Le choix d'avoir ou non des enfants est une étape obligatoire dans la vie de tout être humain, qui tôt ou tard se trouve confronté à ses propres attentes, aux pressions de la famille ou aux désirs parentaux de son/sa partenaire. La décision d'avoir un enfantimplique de nombreuses responsabilités (et bien sûr aussi beaucoup de joies), et ne doit certainement pas être prise à la légère.

Satoshi Kanazawa, chercheur à la London School of Economics, a cependant révélé qu'il y a aussi un autre aspect qui influence cette décision : le QI. L'intelligence et le besoin d'avoir des enfants semblent inversement proportionnels.

En analysant les nombreuses données de la Britain’s National Child Development Study, le chercheur en est venu à des conclusions curieuses qu'il a ensuite incluses dans son livre "The Intelligence Paradox" : à mesure que le QI d'une femme augmente, son "besoin"d'avoir des enfants diminue.

Le choix de ne pas avoir de descendance peut être défini - d'un point de vue biologique - comme "contre-nature" : le succès de la reproduction est considéré comme la valeur la plus importante qui détermine les choix des êtres vivants ; en d'autres termes, aucun animal dans la nature ne choisirait de ne pas se reproduire.

Quelle est donc la raison de cette corrélation ?
Tout d'abord, Kanazawa donne des explications évolutives : à mesure que l'intelligence augmente, les valeurs traditionnelles sont toujours plus remises en question ; nous nous concentrons davantage sur les objectifs macroscopiques et sur les défis qui mettent l'intellect à l'épreuve plutôt que le cœur. 

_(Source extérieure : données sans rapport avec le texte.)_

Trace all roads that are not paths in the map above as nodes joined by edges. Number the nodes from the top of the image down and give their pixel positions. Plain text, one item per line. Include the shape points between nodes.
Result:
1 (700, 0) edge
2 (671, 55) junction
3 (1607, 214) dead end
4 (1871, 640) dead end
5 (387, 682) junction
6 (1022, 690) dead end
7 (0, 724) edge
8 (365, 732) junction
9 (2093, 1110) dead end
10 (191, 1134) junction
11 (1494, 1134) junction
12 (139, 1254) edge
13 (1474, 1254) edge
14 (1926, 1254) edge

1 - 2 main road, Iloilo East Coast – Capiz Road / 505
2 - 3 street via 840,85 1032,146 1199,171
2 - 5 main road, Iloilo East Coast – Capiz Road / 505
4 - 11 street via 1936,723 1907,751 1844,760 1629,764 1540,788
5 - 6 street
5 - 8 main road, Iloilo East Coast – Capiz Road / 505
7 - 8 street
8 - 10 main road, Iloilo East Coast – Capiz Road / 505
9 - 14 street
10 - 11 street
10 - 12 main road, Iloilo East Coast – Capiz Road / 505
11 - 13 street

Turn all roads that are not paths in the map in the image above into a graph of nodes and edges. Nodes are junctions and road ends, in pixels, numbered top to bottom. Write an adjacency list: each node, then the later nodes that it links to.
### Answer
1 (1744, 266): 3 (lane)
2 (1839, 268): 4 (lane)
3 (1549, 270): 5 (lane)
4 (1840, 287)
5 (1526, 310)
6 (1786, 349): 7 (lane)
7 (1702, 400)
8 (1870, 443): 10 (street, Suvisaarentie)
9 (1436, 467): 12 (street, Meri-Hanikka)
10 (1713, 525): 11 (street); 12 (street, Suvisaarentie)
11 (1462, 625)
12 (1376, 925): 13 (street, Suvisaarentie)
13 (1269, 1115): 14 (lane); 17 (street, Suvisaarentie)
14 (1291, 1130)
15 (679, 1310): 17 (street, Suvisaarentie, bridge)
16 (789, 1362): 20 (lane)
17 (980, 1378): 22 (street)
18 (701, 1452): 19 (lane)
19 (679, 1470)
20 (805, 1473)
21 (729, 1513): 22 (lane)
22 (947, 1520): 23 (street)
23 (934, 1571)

Cependant, cette explication évolutive s'accompagne d'une explication plus sociale et économique. Dans de nombreux pays, les femmes vivent encore la maternité comme une pénalité dans le domaine du travail. Une femme qui s'est beaucoup investie dans sa formation et qui a commencé une carrière prometteuse finit souvent par voir la maternité comme un coup d'arrêt sur son parcours. Si tous les gouvernements s'efforçaient de faire en sorte que les femmes n'aient pas à choisir entre maternité et carrière, beaucoup d'entre elles décideraient peut-être d'aborder cette expérience avec plus de sérénité.